Once `$http_log` events are flowing, the functions and virtual properties below classify them alongside your `$pageview` and `$screen` events.

### Person processing and distinct IDs

Server requests don't carry a PostHog cookie, so for any `$http_log` ingestion you decide two things per event: what `distinct_id` to assign, and whether the event creates a person profile. Both are worth thinking about:

-   **Person processing.** Backend events are [identified](/docs/data/anonymous-vs-identified-events.md) by default, which creates a person profile per `distinct_id` and bills on the person-profiles line. For high-cardinality log traffic that adds cost and slows person-joined queries. Capturing these as [anonymous events](/docs/data/anonymous-vs-identified-events.md#how-to-capture-anonymous-events) (`$process_person_profile` set to `false`) avoids that, and bot detection still works since it reads event properties, not the profile. Use identified only if you need person-level stitching.
-   **Distinct ID.** When events are anonymous, the distinct ID no longer affects cost – it only affects unique-visitor counts. A derived, per-client ID – for example a hash of IP, host, and user agent – keeps one stable identity per client. Avoid a single shared ID, which counts all traffic as one visitor; a random per-request ID makes every request its own visitor.
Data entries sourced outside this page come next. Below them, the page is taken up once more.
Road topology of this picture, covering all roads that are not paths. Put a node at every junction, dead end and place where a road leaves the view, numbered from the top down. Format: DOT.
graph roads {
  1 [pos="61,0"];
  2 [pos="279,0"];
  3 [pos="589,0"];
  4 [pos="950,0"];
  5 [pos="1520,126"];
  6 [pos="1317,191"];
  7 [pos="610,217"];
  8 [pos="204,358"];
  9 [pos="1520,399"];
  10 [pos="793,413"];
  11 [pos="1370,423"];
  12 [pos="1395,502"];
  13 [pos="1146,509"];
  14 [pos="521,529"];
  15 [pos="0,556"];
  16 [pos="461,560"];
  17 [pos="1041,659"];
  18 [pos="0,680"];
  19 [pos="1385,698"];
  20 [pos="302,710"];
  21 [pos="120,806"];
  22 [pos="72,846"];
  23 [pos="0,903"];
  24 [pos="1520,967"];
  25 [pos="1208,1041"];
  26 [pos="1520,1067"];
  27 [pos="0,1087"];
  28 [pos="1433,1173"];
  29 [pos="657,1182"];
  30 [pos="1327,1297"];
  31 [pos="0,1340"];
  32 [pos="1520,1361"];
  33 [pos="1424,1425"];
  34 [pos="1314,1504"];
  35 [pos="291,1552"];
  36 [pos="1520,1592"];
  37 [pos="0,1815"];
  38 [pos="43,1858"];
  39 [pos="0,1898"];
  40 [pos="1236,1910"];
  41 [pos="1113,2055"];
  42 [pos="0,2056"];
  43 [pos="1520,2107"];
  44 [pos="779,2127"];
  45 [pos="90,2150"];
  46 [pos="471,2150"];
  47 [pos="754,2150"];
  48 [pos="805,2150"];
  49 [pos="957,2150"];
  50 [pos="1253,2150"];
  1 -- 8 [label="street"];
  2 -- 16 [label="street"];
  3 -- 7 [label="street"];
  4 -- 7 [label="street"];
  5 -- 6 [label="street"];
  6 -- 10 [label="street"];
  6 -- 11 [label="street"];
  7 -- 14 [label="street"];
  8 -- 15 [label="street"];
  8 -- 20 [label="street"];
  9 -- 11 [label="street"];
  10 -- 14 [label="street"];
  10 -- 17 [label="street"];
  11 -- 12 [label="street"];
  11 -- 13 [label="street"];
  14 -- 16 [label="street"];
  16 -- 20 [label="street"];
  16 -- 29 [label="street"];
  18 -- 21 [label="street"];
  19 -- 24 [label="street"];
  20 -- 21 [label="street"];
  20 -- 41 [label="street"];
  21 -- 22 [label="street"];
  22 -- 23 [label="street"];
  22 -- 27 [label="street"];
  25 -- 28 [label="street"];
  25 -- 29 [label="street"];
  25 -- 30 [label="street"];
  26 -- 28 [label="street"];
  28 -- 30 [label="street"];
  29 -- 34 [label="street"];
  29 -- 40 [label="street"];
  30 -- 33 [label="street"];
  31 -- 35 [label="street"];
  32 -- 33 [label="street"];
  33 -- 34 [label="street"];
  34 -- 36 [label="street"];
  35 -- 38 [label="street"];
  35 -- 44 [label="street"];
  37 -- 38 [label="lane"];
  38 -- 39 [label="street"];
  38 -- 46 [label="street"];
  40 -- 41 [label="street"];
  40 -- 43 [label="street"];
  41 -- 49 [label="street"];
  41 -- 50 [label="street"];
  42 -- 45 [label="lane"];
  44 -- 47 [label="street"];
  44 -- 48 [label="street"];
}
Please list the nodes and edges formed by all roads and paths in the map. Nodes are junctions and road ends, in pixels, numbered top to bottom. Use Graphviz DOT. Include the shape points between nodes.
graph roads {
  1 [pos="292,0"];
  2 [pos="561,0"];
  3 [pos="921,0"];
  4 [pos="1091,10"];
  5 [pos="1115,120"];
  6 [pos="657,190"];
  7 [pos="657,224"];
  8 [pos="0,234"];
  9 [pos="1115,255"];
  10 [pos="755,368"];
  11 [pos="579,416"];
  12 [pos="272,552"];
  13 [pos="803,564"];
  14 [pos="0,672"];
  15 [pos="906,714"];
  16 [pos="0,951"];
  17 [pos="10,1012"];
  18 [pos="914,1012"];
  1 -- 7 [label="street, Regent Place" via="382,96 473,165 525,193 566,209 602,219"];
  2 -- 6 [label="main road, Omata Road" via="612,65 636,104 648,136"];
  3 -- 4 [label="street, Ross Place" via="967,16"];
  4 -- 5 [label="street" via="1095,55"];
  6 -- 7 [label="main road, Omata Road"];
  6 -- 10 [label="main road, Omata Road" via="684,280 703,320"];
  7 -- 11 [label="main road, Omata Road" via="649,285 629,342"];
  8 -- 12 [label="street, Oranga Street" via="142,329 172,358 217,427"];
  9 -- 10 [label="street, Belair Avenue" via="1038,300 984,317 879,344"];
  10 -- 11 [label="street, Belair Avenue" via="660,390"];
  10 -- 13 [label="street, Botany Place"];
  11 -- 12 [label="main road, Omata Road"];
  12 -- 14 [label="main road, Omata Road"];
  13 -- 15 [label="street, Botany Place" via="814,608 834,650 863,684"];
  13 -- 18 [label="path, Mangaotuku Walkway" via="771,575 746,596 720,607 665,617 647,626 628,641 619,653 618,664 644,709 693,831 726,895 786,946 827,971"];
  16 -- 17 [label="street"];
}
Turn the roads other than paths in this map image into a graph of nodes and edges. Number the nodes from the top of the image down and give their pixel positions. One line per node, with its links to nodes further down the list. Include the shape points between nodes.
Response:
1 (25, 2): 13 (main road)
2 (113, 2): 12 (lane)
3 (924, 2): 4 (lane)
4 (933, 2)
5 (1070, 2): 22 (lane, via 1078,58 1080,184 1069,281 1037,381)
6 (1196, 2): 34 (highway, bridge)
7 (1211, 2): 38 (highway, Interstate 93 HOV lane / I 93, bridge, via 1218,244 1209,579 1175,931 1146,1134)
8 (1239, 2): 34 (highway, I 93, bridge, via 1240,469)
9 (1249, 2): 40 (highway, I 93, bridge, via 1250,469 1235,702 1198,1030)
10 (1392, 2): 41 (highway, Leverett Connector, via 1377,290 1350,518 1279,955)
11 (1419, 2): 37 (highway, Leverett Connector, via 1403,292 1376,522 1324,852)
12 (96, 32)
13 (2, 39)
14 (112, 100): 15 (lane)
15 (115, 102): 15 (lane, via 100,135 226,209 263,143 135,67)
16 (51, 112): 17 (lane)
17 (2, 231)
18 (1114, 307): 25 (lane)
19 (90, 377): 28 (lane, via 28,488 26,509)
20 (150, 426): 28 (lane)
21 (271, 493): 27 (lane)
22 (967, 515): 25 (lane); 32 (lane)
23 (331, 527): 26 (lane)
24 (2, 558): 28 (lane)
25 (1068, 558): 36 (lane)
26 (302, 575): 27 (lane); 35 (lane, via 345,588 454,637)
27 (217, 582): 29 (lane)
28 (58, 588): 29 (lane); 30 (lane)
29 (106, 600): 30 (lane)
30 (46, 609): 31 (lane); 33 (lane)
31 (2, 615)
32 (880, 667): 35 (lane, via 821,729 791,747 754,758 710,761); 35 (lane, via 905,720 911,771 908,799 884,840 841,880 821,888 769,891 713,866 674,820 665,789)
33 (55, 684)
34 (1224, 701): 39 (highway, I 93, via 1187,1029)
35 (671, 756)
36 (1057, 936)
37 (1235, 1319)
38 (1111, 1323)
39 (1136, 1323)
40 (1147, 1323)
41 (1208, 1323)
How you set these depends on how you ingest. With the [capture API](/docs/api/capture.md) or an edge worker you set `$process_person_profile` and the `distinct_id` directly on each event. The **Vercel logs source** exposes both as settings, and defaults to anonymous person processing with a fixed-salt distinct ID (one stable ID per client) – you can change either.

## Classification functions

Each function takes a user agent string and returns its classification. PostHog stores the user agent as `$raw_user_agent` (server-side capture and `$http_log` events) or `$user_agent` (the JavaScript SDK), so pass `coalesce(properties.$raw_user_agent, properties.$user_agent)` to cover both. To skip the fallback, use the [virtual properties](#virtual-properties) below, which read the user agent for you.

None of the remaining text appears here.